(Stored data entries)
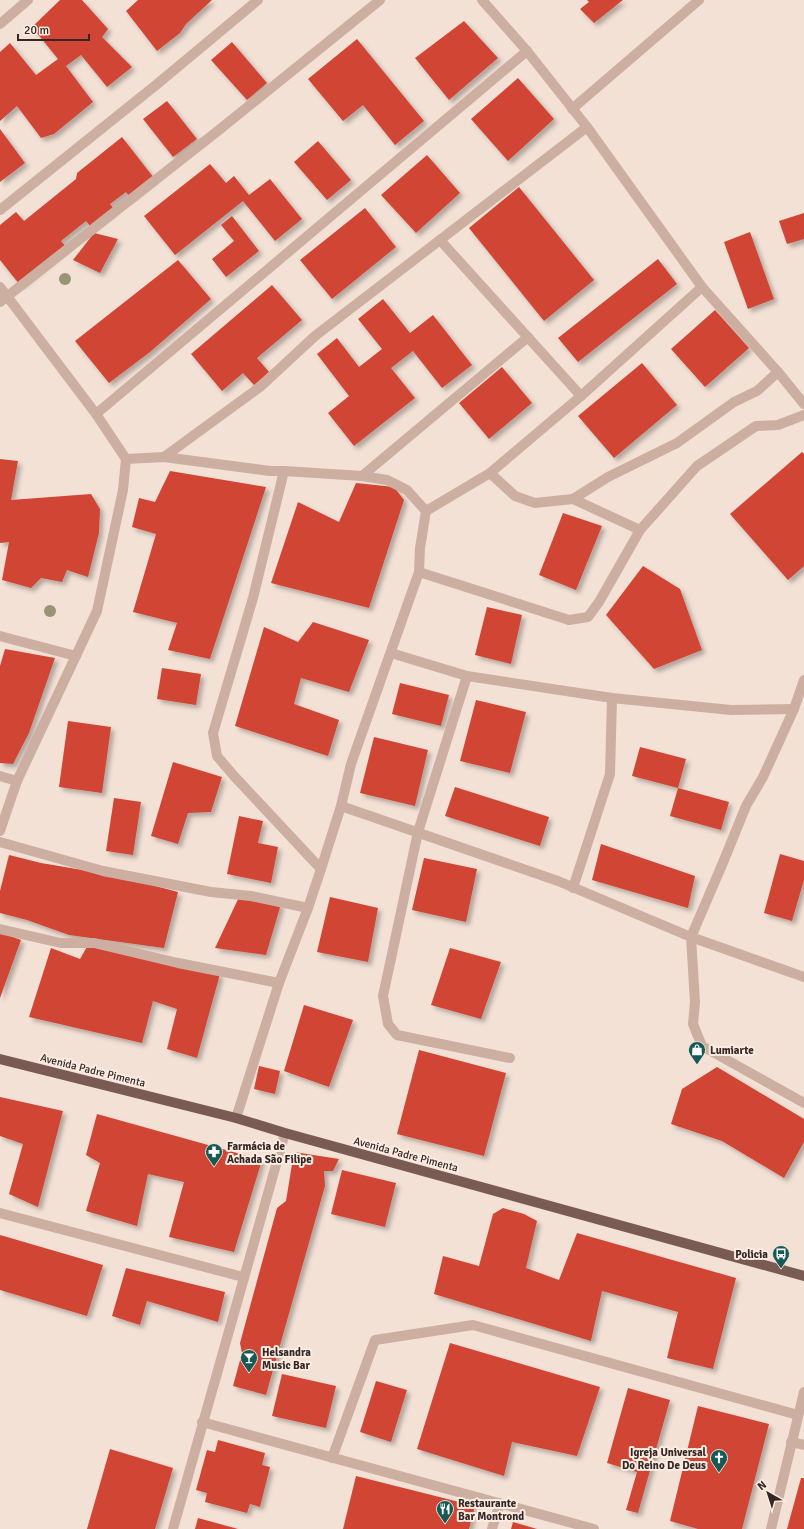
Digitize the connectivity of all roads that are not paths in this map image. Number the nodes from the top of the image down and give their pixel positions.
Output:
1 (28, 0) edge
2 (258, 0) edge
3 (380, 0) edge
4 (482, 0) edge
5 (699, 0) edge
6 (0, 24) edge
7 (527, 50) junction
8 (572, 109) junction
9 (586, 127) junction
10 (0, 210) edge
11 (440, 240) junction
12 (0, 287) edge
13 (702, 288) junction
14 (4, 299) edge
15 (528, 337) junction
16 (778, 372) junction
17 (581, 396) junction
18 (803, 400) edge
19 (96, 414) junction
20 (804, 416) edge
21 (164, 457) junction
22 (126, 459) junction
23 (284, 471) junction
24 (490, 473) junction
25 (362, 476) junction
26 (573, 499) junction
27 (426, 511) junction
28 (640, 530) junction
29 (419, 572) junction
30 (0, 636) edge
31 (391, 653) junction
32 (76, 656) junction
33 (467, 676) junction
34 (804, 680) edge
35 (612, 698) junction
36 (794, 709) junction
37 (0, 776) edge
38 (17, 781) junction
39 (341, 806) junction
40 (0, 831) edge
41 (418, 832) junction
42 (0, 842) edge
43 (321, 869) junction
44 (573, 888) junction
45 (308, 908) junction
46 (0, 928) edge
47 (691, 937) junction
48 (804, 977) edge
49 (279, 983) junction
50 (510, 1058) dead end
51 (0, 1059) edge
52 (804, 1103) edge
53 (236, 1118) junction
54 (285, 1133) junction
55 (0, 1213) edge
56 (804, 1276) edge
57 (243, 1277) junction
58 (804, 1392) edge
59 (798, 1415) junction
60 (202, 1422) junction
61 (791, 1442) junction
62 (804, 1445) edge
63 (332, 1458) junction
64 (500, 1503) junction
65 (173, 1529) edge
66 (492, 1529) edge
67 (594, 1529) edge
68 (771, 1529) edge

1 - 6 street
2 - 10 street
3 - 14 street
4 - 7 street
5 - 8 street
7 - 8 street
7 - 19 street
8 - 9 street
9 - 11 street
9 - 13 street
11 - 15 street
11 - 21 street
12 - 14 street
13 - 16 street
13 - 17 street
14 - 19 street
15 - 17 street
15 - 25 street
16 - 18 street
16 - 26 street
17 - 24 street
19 - 22 street
20 - 28 street
21 - 22 street
21 - 23 street
22 - 32 street
23 - 25 street
23 - 43 street
24 - 26 street
24 - 27 street
25 - 27 street
26 - 28 street
27 - 29 street
28 - 29 street
29 - 31 street
30 - 32 street
31 - 33 street
31 - 39 street
32 - 38 street
33 - 35 street
33 - 41 street
34 - 36 street
35 - 36 street
35 - 44 street
36 - 47 street
37 - 38 street
38 - 40 street
39 - 41 street
39 - 43 street
41 - 44 street
41 - 50 street
42 - 45 street
43 - 45 street
44 - 47 street
45 - 49 street
46 - 49 street
47 - 48 street
47 - 52 street
49 - 53 street
51 - 53 main road, Avenida Padre Pimenta
53 - 54 main road, Avenida Padre Pimenta
54 - 56 main road, Avenida Padre Pimenta
54 - 57 street
55 - 57 street
57 - 60 street
58 - 59 street
59 - 61 street
59 - 63 street
60 - 63 street
60 - 65 street
61 - 62 street
61 - 68 street
63 - 64 street
64 - 66 street
64 - 67 street

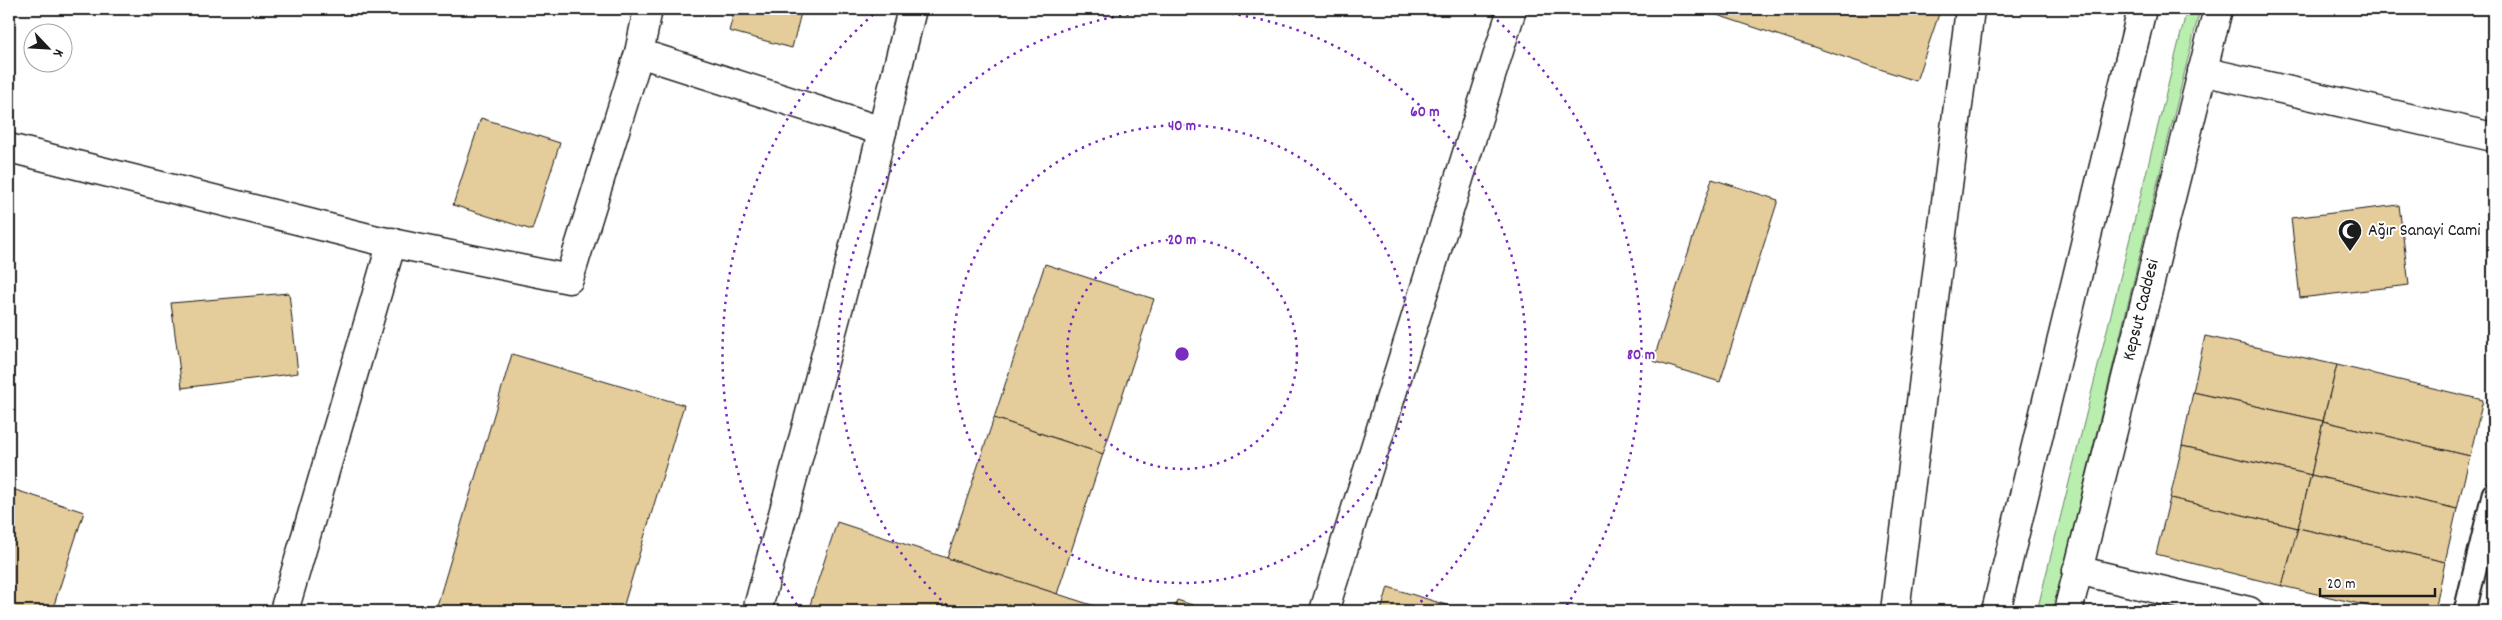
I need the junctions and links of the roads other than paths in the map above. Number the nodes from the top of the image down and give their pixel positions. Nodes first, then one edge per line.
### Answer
1 (648, 9) edge
2 (912, 9) edge
3 (1512, 9) edge
4 (1970, 9) edge
5 (2142, 9) edge
6 (2218, 9) edge
7 (639, 53) junction
8 (2202, 71) junction
9 (882, 131) junction
10 (2493, 138) edge
11 (9, 148) edge
12 (392, 242) junction
13 (2493, 494) edge
14 (2077, 570) junction
15 (284, 611) edge
16 (757, 611) edge
17 (1324, 611) edge
18 (1895, 611) edge
19 (1996, 611) edge
20 (2068, 611) edge
21 (2249, 611) edge
22 (2465, 611) edge

1 - 7 street
2 - 9 street
3 - 17 street
4 - 18 street
5 - 19 street
6 - 8 street, Kepsut Caddesi
7 - 9 street
7 - 12 street
8 - 10 street
8 - 14 street, Kepsut Caddesi
9 - 16 street
11 - 12 street
12 - 15 street
13 - 22 lane
14 - 20 street, Kepsut Caddesi
14 - 21 street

▶ [What is expected] Every entry belongs in the answer exactly as written, but no picture does.

▶ [Solution]
Digitize the connectivity of all roads that are not paths in this map image. Number the nodes from the top of the image down and give their pixel positions.
Output:
1 (28, 0) edge
2 (258, 0) edge
3 (380, 0) edge
4 (482, 0) edge
5 (699, 0) edge
6 (0, 24) edge
7 (527, 50) junction
8 (572, 109) junction
9 (586, 127) junction
10 (0, 210) edge
11 (440, 240) junction
12 (0, 287) edge
13 (702, 288) junction
14 (4, 299) edge
15 (528, 337) junction
16 (778, 372) junction
17 (581, 396) junction
18 (803, 400) edge
19 (96, 414) junction
20 (804, 416) edge
21 (164, 457) junction
22 (126, 459) junction
23 (284, 471) junction
24 (490, 473) junction
25 (362, 476) junction
26 (573, 499) junction
27 (426, 511) junction
28 (640, 530) junction
29 (419, 572) junction
30 (0, 636) edge
31 (391, 653) junction
32 (76, 656) junction
33 (467, 676) junction
34 (804, 680) edge
35 (612, 698) junction
36 (794, 709) junction
37 (0, 776) edge
38 (17, 781) junction
39 (341, 806) junction
40 (0, 831) edge
41 (418, 832) junction
42 (0, 842) edge
43 (321, 869) junction
44 (573, 888) junction
45 (308, 908) junction
46 (0, 928) edge
47 (691, 937) junction
48 (804, 977) edge
49 (279, 983) junction
50 (510, 1058) dead end
51 (0, 1059) edge
52 (804, 1103) edge
53 (236, 1118) junction
54 (285, 1133) junction
55 (0, 1213) edge
56 (804, 1276) edge
57 (243, 1277) junction
58 (804, 1392) edge
59 (798, 1415) junction
60 (202, 1422) junction
61 (791, 1442) junction
62 (804, 1445) edge
63 (332, 1458) junction
64 (500, 1503) junction
65 (173, 1529) edge
66 (492, 1529) edge
67 (594, 1529) edge
68 (771, 1529) edge

1 - 6 street
2 - 10 street
3 - 14 street
4 - 7 street
5 - 8 street
7 - 8 street
7 - 19 street
8 - 9 street
9 - 11 street
9 - 13 street
11 - 15 street
11 - 21 street
12 - 14 street
13 - 16 street
13 - 17 street
14 - 19 street
15 - 17 street
15 - 25 street
16 - 18 street
16 - 26 street
17 - 24 street
19 - 22 street
20 - 28 street
21 - 22 street
21 - 23 street
22 - 32 street
23 - 25 street
23 - 43 street
24 - 26 street
24 - 27 street
25 - 27 street
26 - 28 street
27 - 29 street
28 - 29 street
29 - 31 street
30 - 32 street
31 - 33 street
31 - 39 street
32 - 38 street
33 - 35 street
33 - 41 street
34 - 36 street
35 - 36 street
35 - 44 street
36 - 47 street
37 - 38 street
38 - 40 street
39 - 41 street
39 - 43 street
41 - 44 street
41 - 50 street
42 - 45 street
43 - 45 street
44 - 47 street
45 - 49 street
46 - 49 street
47 - 48 street
47 - 52 street
49 - 53 street
51 - 53 main road, Avenida Padre Pimenta
53 - 54 main road, Avenida Padre Pimenta
54 - 56 main road, Avenida Padre Pimenta
54 - 57 street
55 - 57 street
57 - 60 street
58 - 59 street
59 - 61 street
59 - 63 street
60 - 63 street
60 - 65 street
61 - 62 street
61 - 68 street
63 - 64 street
64 - 66 street
64 - 67 street

I need the junctions and links of the roads other than paths in the map above. Number the nodes from the top of the image down and give their pixel positions. Nodes first, then one edge per line.
### Answer
1 (648, 9) edge
2 (912, 9) edge
3 (1512, 9) edge
4 (1970, 9) edge
5 (2142, 9) edge
6 (2218, 9) edge
7 (639, 53) junction
8 (2202, 71) junction
9 (882, 131) junction
10 (2493, 138) edge
11 (9, 148) edge
12 (392, 242) junction
13 (2493, 494) edge
14 (2077, 570) junction
15 (284, 611) edge
16 (757, 611) edge
17 (1324, 611) edge
18 (1895, 611) edge
19 (1996, 611) edge
20 (2068, 611) edge
21 (2249, 611) edge
22 (2465, 611) edge

1 - 7 street
2 - 9 street
3 - 17 street
4 - 18 street
5 - 19 street
6 - 8 street, Kepsut Caddesi
7 - 9 street
7 - 12 street
8 - 10 street
8 - 14 street, Kepsut Caddesi
9 - 16 street
11 - 12 street
12 - 15 street
13 - 22 lane
14 - 20 street, Kepsut Caddesi
14 - 21 street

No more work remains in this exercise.